For this exercise, retype every record below exactly and keep the pictures out.

▸ Dataset excerpts:

......

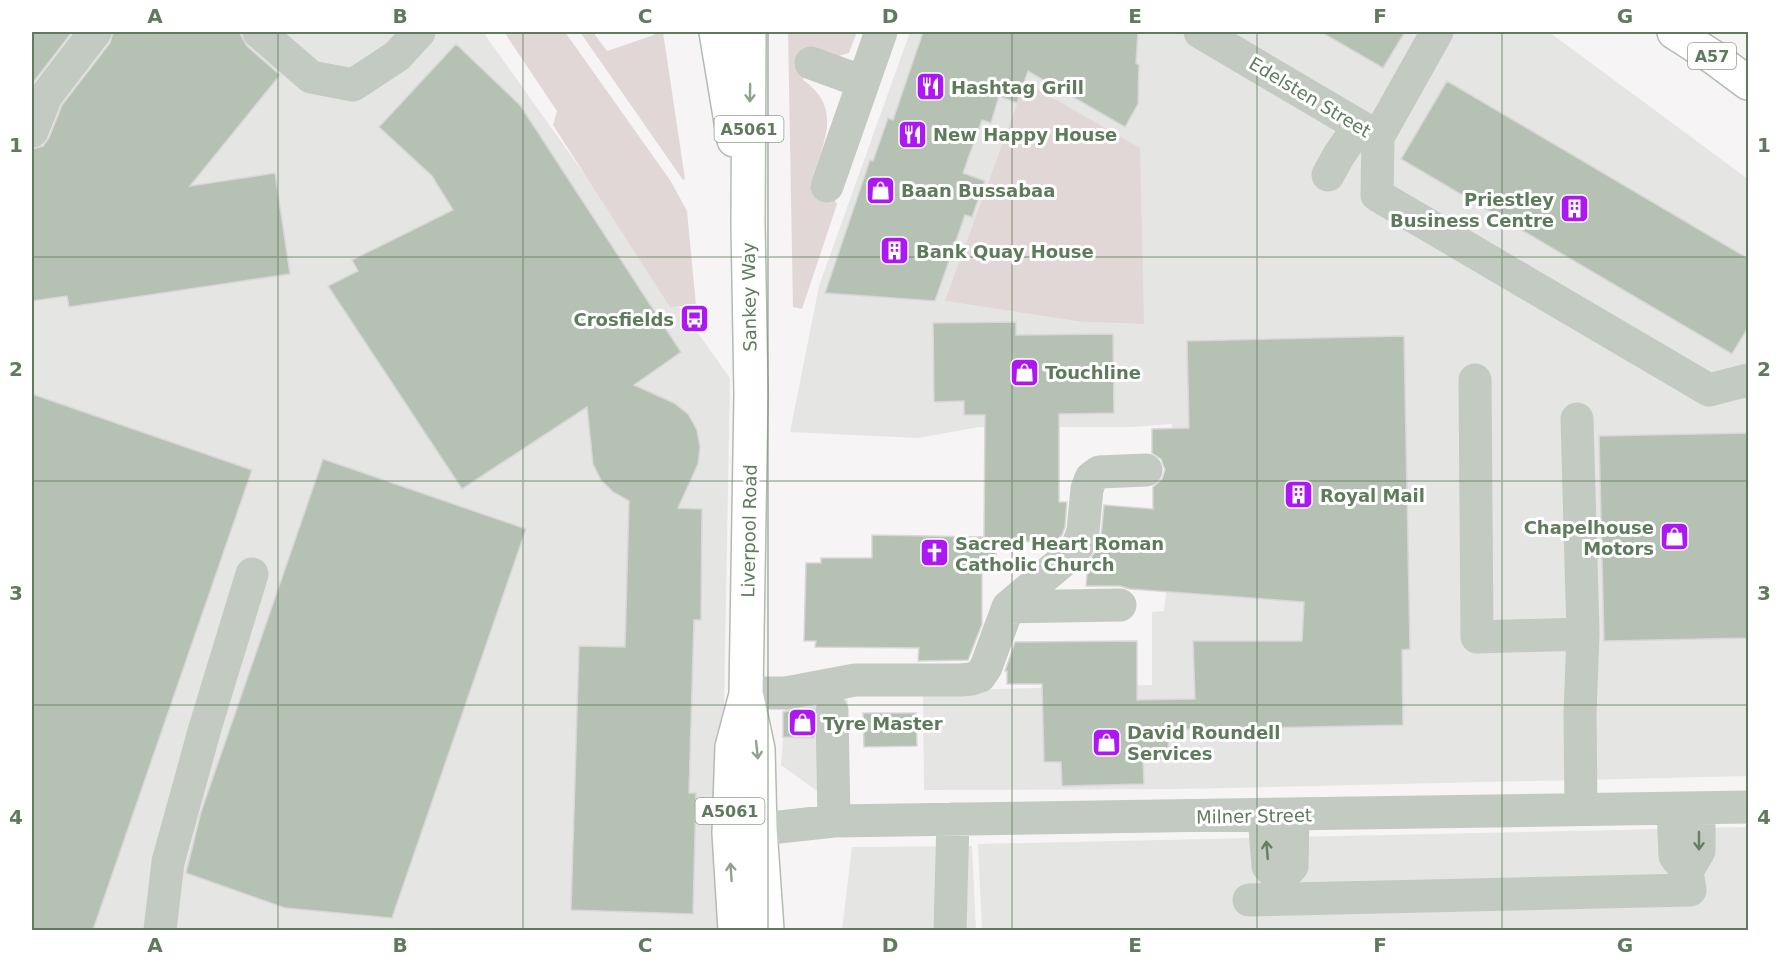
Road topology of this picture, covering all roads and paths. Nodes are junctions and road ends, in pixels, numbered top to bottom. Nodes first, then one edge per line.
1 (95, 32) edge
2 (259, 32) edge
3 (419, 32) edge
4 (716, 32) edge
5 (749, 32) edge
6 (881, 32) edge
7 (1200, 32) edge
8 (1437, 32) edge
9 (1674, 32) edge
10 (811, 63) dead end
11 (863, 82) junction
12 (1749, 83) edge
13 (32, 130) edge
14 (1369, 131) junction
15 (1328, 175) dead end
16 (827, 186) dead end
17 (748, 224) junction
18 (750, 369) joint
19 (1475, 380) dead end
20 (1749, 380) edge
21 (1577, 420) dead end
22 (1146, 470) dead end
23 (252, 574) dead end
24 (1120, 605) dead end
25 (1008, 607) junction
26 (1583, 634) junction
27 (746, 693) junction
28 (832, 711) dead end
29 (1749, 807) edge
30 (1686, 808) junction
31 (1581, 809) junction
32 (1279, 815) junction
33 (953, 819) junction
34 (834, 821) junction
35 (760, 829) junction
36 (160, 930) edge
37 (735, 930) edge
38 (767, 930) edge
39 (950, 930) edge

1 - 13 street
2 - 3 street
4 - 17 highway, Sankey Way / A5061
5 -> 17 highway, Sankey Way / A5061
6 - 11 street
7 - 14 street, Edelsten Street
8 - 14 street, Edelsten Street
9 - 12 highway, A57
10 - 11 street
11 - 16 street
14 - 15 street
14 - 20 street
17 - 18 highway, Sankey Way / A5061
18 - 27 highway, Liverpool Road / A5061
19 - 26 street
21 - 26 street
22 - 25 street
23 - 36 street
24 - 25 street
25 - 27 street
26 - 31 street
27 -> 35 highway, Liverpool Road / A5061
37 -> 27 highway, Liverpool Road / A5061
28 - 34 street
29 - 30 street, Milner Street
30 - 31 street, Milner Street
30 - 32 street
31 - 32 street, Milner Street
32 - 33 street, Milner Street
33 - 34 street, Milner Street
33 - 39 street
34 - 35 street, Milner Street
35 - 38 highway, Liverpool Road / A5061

......

▸ PROBLEM SOLUTION:
Road topology of this picture, covering all roads and paths. Nodes are junctions and road ends, in pixels, numbered top to bottom. Nodes first, then one edge per line.
1 (95, 32) edge
2 (259, 32) edge
3 (419, 32) edge
4 (716, 32) edge
5 (749, 32) edge
6 (881, 32) edge
7 (1200, 32) edge
8 (1437, 32) edge
9 (1674, 32) edge
10 (811, 63) dead end
11 (863, 82) junction
12 (1749, 83) edge
13 (32, 130) edge
14 (1369, 131) junction
15 (1328, 175) dead end
16 (827, 186) dead end
17 (748, 224) junction
18 (750, 369) joint
19 (1475, 380) dead end
20 (1749, 380) edge
21 (1577, 420) dead end
22 (1146, 470) dead end
23 (252, 574) dead end
24 (1120, 605) dead end
25 (1008, 607) junction
26 (1583, 634) junction
27 (746, 693) junction
28 (832, 711) dead end
29 (1749, 807) edge
30 (1686, 808) junction
31 (1581, 809) junction
32 (1279, 815) junction
33 (953, 819) junction
34 (834, 821) junction
35 (760, 829) junction
36 (160, 930) edge
37 (735, 930) edge
38 (767, 930) edge
39 (950, 930) edge

1 - 13 street
2 - 3 street
4 - 17 highway, Sankey Way / A5061
5 -> 17 highway, Sankey Way / A5061
6 - 11 street
7 - 14 street, Edelsten Street
8 - 14 street, Edelsten Street
9 - 12 highway, A57
10 - 11 street
11 - 16 street
14 - 15 street
14 - 20 street
17 - 18 highway, Sankey Way / A5061
18 - 27 highway, Liverpool Road / A5061
19 - 26 street
21 - 26 street
22 - 25 street
23 - 36 street
24 - 25 street
25 - 27 street
26 - 31 street
27 -> 35 highway, Liverpool Road / A5061
37 -> 27 highway, Liverpool Road / A5061
28 - 34 street
29 - 30 street, Milner Street
30 - 31 street, Milner Street
30 - 32 street
31 - 32 street, Milner Street
32 - 33 street, Milner Street
33 - 34 street, Milner Street
33 - 39 street
34 - 35 street, Milner Street
35 - 38 highway, Liverpool Road / A5061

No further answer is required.